I started thinking about the last few weeks and how busy they have been and it has made me realize some things. I like to do a lot of things and have a hard time saying no to myself until it hits me in the alone time department and then I wonder why I did that to myself again. Does anyone even know what I am saying?
Basically, I am just saying there are not enough hours in the day and I hate being confined to the 24 that I am given.
This week while driving into to work I thought about my mom and started to get all choked up. I don't think that I could've possibly appreciated my mom or dad more until I became a mom and realized some things. Anyway, I called her to just say that I loved her and that I am glad she is still on the other end to call and say that to. For those of us who still have our parents, remember there will come a day when they won't be there on the other end so seize the day and call your mom and dad just to tell them you love them.
Today I got really emotional after church thinking about my good friend Natalie and her hubby Chris, and baby V moving so far away. It just really makes me sad.

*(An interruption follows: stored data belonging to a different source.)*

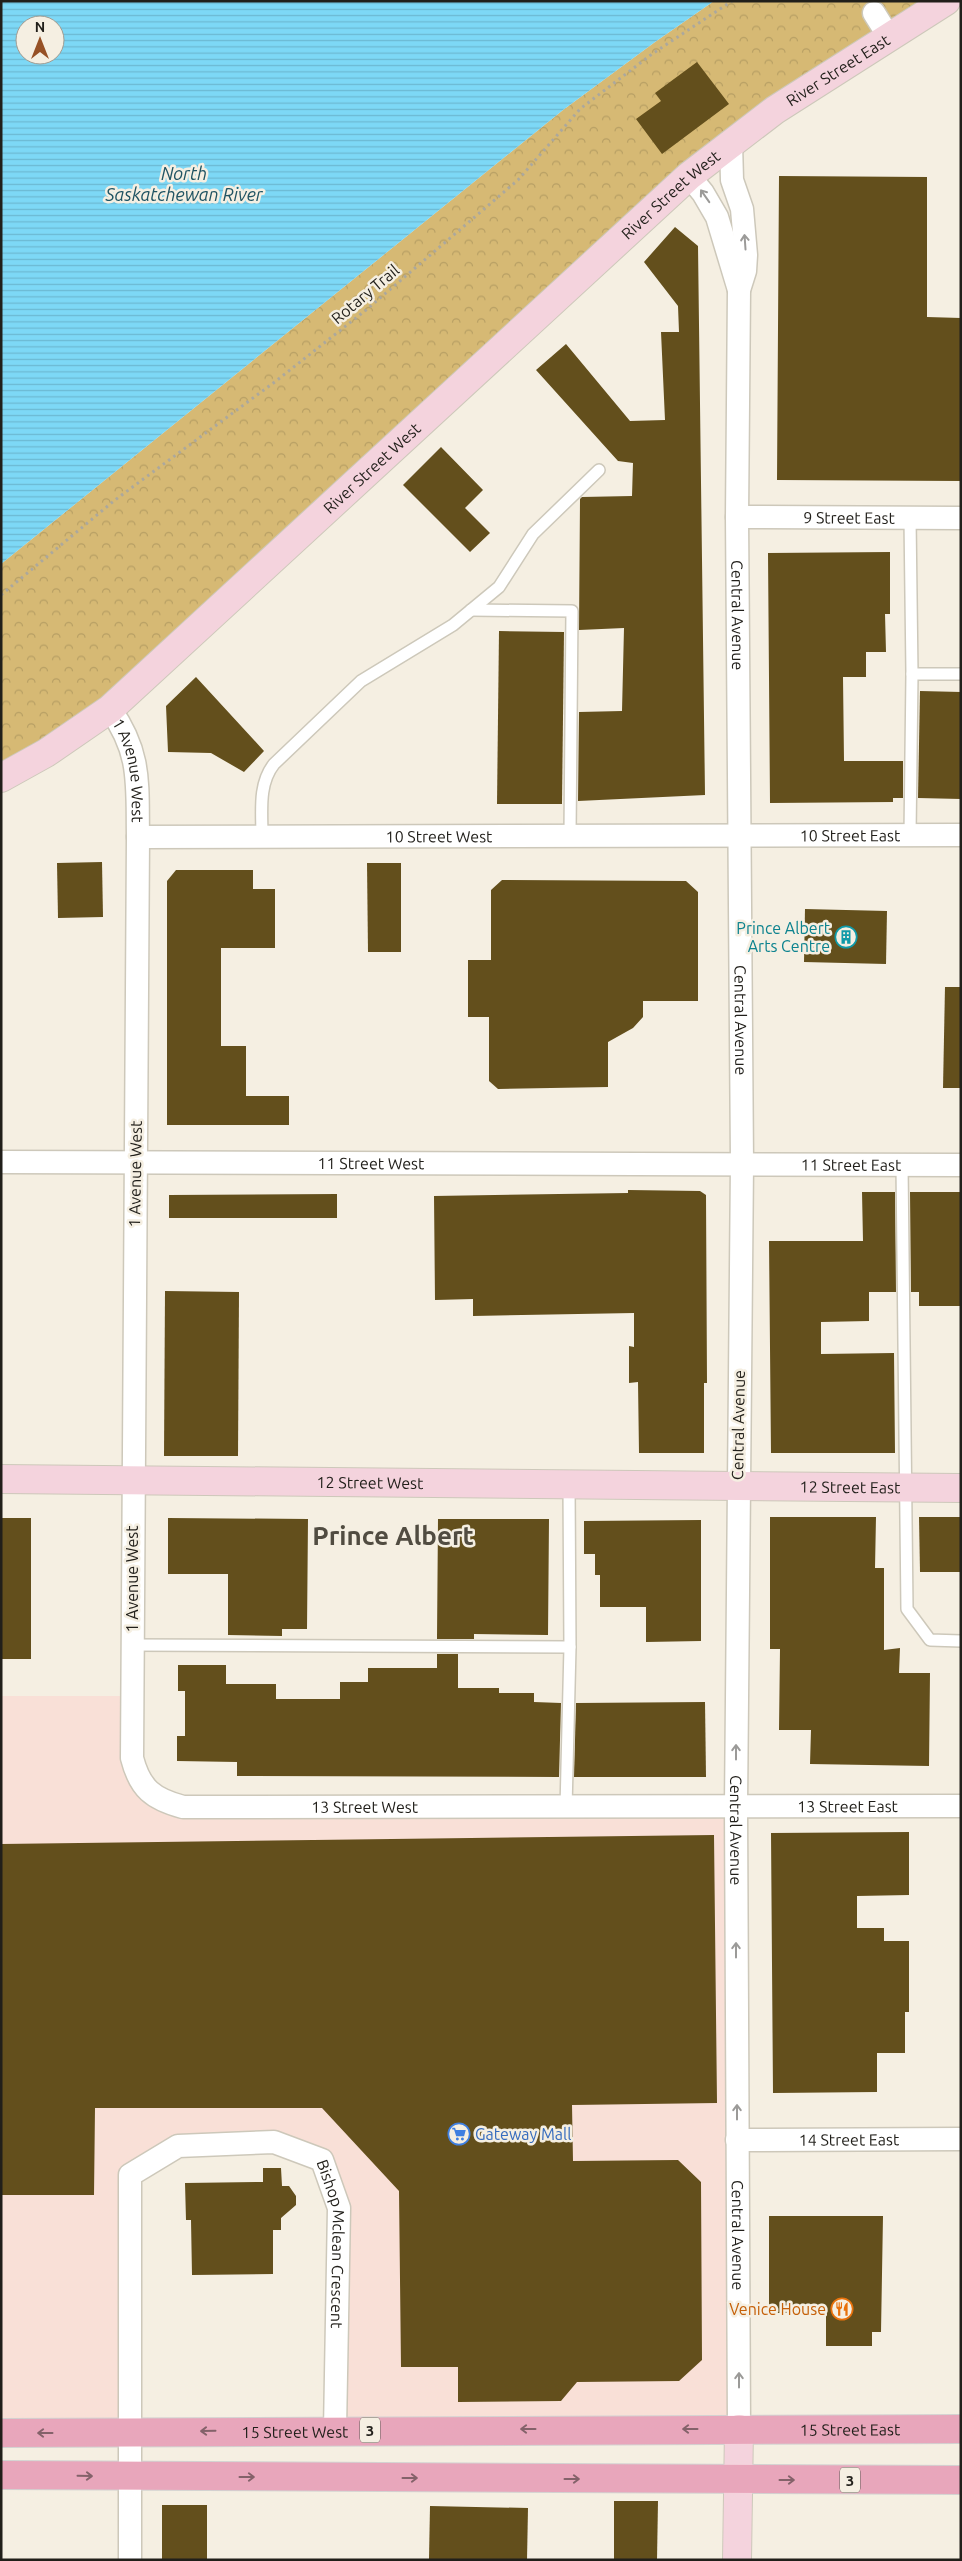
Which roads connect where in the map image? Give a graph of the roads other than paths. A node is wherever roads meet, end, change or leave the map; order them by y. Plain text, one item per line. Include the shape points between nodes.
1 (946, 1) edge
2 (874, 13) dead end
3 (889, 37) junction
4 (731, 142) junction
5 (689, 176) junction
6 (739, 290) junction
7 (599, 470) dead end
8 (737, 517) junction
9 (910, 518) junction
10 (961, 518) edge
11 (472, 610) junction
12 (912, 674) junction
13 (961, 674) edge
14 (110, 709) junction
15 (1, 778) edge
16 (740, 835) junction
17 (910, 835) junction
18 (961, 835) edge
19 (262, 836) junction
20 (570, 836) junction
21 (138, 837) junction
22 (135, 1161) junction
23 (1, 1162) edge
24 (742, 1163) junction
25 (902, 1165) junction
26 (961, 1165) edge
27 (1, 1479) edge
28 (132, 1480) junction
29 (569, 1484) junction
30 (738, 1485) junction
31 (906, 1487) junction
32 (961, 1488) edge
33 (961, 1641) edge
34 (132, 1646) junction
35 (570, 1647) junction
36 (736, 1806) junction
37 (961, 1806) edge
38 (566, 1808) junction
39 (961, 2139) edge
40 (738, 2140) junction
41 (739, 2429) junction
42 (961, 2429) edge
43 (335, 2430) junction
44 (1, 2433) edge
45 (130, 2433) junction
46 (1, 2475) edge
47 (130, 2477) junction
48 (738, 2480) junction
49 (961, 2480) edge
50 (130, 2560) edge
51 (737, 2560) edge

1 - 3 street, River Street East
2 - 3 street
3 - 4 street, River Street East via 812,85
4 - 5 street, River Street West
6 -> 4 street, Central Avenue via 746,255 742,209 732,180
6 -> 5 street, Central Avenue via 717,217 703,192
5 - 14 street, River Street West
6 - 8 street, Central Avenue
7 - 11 lane via 533,534 499,587
8 - 9 street, 9 Street East
8 - 16 street, Central Avenue
9 - 10 street, 9 Street East
9 - 12 lane
11 - 19 lane via 430,640 361,681 274,764 263,786
11 - 20 lane via 572,610
12 - 13 lane
12 - 17 lane
14 - 15 street, River Street West via 46,753
14 - 21 street, 1 Avenue West via 126,733 136,764
16 - 17 street, 10 Street East
16 - 20 street, 10 Street West
16 - 24 street, Central Avenue
17 - 18 street, 10 Street East
19 - 20 street, 10 Street West
19 - 21 street, 10 Street West
21 - 22 street, 1 Avenue West
22 - 23 street, 11 Street West
22 - 24 street, 11 Street West
22 - 28 street, 1 Avenue West
24 - 25 street, 11 Street East
24 - 30 street, Central Avenue
25 - 26 street, 11 Street East
25 - 31 lane
27 - 28 street, 12 Street West
28 - 29 street, 12 Street West
28 - 34 street, 1 Avenue West
29 - 30 street, 12 Street West
29 - 35 lane
30 - 31 street, 12 Street East
36 -> 30 street, Central Avenue
31 - 32 street, 12 Street East
31 - 33 lane via 907,1609 930,1640
34 - 35 lane
34 - 38 street, 13 Street West via 132,1758 136,1774 147,1790 164,1802 183,1807
35 - 38 lane
36 - 37 street, 13 Street East
36 - 38 street, 13 Street West
40 -> 36 street, Central Avenue
39 - 40 street, 14 Street East
41 -> 40 street, Central Avenue
41 - 42 main road, 15 Street East / 3
41 -> 43 main road, 15 Street West / 3
41 - 48 street, Central Avenue
43 -> 45 main road, 15 Street West / 3
43 - 45 street, Bishop Mclean Crescent via 339,2208 322,2160 274,2142 178,2146 130,2175
45 -> 44 main road, 15 Street West / 3
45 - 47 street
46 -> 47 main road, 3
47 -> 48 main road, 3
47 - 50 street
48 -> 49 main road, 3
48 - 51 street, Central Avenue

I have been having many conversations to the Lord about this for weeks but alas, I know in my heart they are in good care. I just wish that they could have remained being cared for HERE!! Still, I know that I will keep in touch. There are some friends that just come and go but these are not those kinda friends for me. Natalie is a gem, truly like a little sister and I will miss her greatly. We will see each other when our book gets published though and when we go on a book tour and so there is that :)
A good friend a while back said that I shouldn't hold back the tears. That a good cry is a good thing. I am feeling that lately when I need to cry the tears are readily available, but when I need to laugh.....I laugh so loud I scare myself and those around me.

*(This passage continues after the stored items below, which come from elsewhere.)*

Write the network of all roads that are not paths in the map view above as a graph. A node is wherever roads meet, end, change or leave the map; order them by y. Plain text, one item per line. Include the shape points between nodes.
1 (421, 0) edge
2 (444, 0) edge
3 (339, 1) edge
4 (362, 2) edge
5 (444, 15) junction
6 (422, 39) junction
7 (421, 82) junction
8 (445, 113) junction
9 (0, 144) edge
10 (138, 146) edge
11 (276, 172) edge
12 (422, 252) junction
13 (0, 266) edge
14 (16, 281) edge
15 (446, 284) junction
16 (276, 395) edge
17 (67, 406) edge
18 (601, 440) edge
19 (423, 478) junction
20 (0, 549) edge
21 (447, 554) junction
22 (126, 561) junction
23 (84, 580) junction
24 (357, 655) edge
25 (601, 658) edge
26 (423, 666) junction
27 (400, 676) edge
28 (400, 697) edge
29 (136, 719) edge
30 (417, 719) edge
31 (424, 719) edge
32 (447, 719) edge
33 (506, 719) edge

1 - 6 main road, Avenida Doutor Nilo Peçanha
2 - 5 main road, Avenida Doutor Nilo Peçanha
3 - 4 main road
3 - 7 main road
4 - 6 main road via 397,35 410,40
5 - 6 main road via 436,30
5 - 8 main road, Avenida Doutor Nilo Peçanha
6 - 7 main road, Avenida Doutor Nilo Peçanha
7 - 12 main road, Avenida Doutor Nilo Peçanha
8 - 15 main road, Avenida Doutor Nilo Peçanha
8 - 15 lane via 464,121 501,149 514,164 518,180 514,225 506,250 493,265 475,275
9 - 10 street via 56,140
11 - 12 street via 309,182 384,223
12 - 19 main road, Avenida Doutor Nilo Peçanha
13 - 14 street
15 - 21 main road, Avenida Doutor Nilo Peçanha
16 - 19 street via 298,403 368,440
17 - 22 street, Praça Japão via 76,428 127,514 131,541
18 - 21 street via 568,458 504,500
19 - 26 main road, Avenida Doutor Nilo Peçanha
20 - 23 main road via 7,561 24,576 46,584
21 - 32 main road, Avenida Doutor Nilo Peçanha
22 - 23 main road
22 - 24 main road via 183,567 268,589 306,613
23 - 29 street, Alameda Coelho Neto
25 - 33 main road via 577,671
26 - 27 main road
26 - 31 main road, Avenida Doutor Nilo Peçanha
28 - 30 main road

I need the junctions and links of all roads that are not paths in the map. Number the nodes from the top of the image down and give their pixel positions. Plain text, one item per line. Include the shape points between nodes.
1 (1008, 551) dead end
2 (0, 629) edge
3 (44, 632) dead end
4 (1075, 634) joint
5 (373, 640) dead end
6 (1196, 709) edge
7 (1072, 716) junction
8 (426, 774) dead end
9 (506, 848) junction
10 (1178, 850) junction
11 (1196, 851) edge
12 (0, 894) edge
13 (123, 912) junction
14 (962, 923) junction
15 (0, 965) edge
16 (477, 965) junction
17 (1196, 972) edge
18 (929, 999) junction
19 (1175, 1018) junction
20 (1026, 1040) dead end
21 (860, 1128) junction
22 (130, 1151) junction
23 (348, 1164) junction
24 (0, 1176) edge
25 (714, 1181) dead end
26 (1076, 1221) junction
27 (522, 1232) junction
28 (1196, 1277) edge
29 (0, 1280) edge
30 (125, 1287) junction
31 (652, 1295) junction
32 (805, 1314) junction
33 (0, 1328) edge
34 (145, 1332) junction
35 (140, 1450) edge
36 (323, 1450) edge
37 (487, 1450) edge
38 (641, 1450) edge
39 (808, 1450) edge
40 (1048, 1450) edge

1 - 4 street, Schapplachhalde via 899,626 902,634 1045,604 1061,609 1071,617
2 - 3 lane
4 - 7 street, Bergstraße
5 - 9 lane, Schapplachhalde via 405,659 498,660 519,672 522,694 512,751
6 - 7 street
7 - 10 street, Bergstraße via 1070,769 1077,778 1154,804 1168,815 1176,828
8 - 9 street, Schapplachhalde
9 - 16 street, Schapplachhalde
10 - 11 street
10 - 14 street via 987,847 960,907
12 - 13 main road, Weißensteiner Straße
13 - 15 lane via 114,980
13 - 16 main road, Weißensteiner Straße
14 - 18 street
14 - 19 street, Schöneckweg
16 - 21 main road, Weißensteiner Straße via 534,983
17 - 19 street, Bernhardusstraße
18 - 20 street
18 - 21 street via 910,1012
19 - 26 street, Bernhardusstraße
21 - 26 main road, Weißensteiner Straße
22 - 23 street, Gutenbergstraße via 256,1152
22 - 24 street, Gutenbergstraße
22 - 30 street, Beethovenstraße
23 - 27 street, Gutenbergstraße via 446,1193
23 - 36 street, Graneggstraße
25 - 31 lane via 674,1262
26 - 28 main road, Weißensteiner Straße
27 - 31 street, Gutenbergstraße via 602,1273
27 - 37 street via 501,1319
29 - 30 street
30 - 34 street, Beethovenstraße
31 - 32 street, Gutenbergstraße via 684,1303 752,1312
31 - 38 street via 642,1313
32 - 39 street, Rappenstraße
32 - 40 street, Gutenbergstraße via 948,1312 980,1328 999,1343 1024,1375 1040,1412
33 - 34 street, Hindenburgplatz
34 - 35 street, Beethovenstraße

One final thought, they need to make a musical movie like ; Across the Universe, Mama Mia that uses the Cures music- don't ya think??
6 comments:
I so agree with you on this. I called my Mom a few hours ago to tell her I loved her. You are not alone.
I hear ya, friend. When i try to write out all the things I am doing, it seems like not a lot. When i actually live the day, so much of my to-do list gets pushed back another day. Why is that?
melissa is that you?
if so i am glad you called your mom because truly just even thinking of the day when she won't be there makes me tear up.
shontell- so much to do so little time to do it and can i just say a HUGE Thank you for all the work you have put in up there in the lower lands of Kidland. You are amazing my friend and deserve a big pat on the back for all your hard work.
Yep, it's me! It's Your Decor is my website I made for my business. I am not so good at this blogging stuff though. I need help! LOL
I'm waiting for a Queen-based musical
i can't wait to laugh out loud at such a volume that people stare at us TOGETHER! BA-HAAAAAAAAAAAAAAAAA!